Colombian President Gustavo Petro, another supporter of the treaty, said during Wednesday's summit that "the real goal that all countries should have is aiming for zero production and supply of carbon gas and oil. If we don't aim for that as our overarching goal, life will not be saved."
"If we keep on our current track it will be suicide," he added. "We live on coal and gas exports, but if we don't change course it will mean death because those industries are polluting the atmosphere. Fossil capital is a burden for humankind. Fossil fuel subsidies need to be completely eliminated worldwide.

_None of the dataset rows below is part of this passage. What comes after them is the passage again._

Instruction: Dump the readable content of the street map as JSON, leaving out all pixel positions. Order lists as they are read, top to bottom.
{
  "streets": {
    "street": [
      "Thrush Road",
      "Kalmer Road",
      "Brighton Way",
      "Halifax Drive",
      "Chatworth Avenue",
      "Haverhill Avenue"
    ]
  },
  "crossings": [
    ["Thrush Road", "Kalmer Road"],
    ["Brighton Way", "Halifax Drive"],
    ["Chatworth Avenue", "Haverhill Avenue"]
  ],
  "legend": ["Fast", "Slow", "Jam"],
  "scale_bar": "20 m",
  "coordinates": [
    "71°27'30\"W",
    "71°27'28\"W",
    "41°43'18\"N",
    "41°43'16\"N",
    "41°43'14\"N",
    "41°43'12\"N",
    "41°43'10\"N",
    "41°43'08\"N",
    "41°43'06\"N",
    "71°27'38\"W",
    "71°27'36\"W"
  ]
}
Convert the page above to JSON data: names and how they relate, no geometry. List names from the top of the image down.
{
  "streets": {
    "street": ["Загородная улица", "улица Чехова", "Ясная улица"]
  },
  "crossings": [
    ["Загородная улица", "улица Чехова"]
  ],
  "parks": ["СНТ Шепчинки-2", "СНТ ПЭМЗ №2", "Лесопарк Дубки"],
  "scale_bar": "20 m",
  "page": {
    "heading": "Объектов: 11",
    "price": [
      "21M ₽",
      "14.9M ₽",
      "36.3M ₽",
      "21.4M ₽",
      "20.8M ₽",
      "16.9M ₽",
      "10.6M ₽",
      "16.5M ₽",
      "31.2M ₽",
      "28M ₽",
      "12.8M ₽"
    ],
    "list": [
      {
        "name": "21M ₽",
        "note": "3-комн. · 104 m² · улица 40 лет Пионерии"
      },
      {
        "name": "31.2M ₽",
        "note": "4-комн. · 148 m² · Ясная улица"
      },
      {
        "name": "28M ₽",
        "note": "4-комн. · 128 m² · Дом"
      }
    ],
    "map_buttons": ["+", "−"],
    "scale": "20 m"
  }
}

That would give us a prospect for the future."
Tzeporah Berman, chair of the Fossil Fuel Nonproliferation Treaty Initiative, said at a press conference Wednesday that "today was a turning point... A growing block of countries is calling for a FFNPT that would ensure an end to expansion of oil, gas, and coal projects, and cooperation on a plan for a managed wind-down that is fast, fair, and financed."
The climate action group Oil Change International blasted what it called wealthy nations' "display of inaction and indifference."
"The handful of rich countries driving oil and gas expansion failed to answer United Nations Secretary-General António Guterres' call for an end to new fossil fuel production," the group noted. "These countries, with the greatest financial means and responsibility to lead a fast and fair global phaseout of production, are instead leading in jeopardizing the global 1.5°C goal."
"Five Global North countries—the United States, Canada, Australia, Norway, and the United Kingdom—are responsible for 51% of carbon dioxide pollution threatened by new oil and gas extraction between 2023 and 2050," Oil Change continued. "If these planet-wreckers were to heed the United Nations secretary-general's call to halt new oil and gas, we could prevent a staggering 100 billion tons of carbon pollution from entering our atmosphere, equivalent to the lifetime emissions of over 620 new coal plants."
"In contrast, countries like Chile, Denmark, France, and Tuvalu were invited to speak at the summit," the group added, "as they have halted fossil fuel expansion and financing as needed to align with 1.5°C."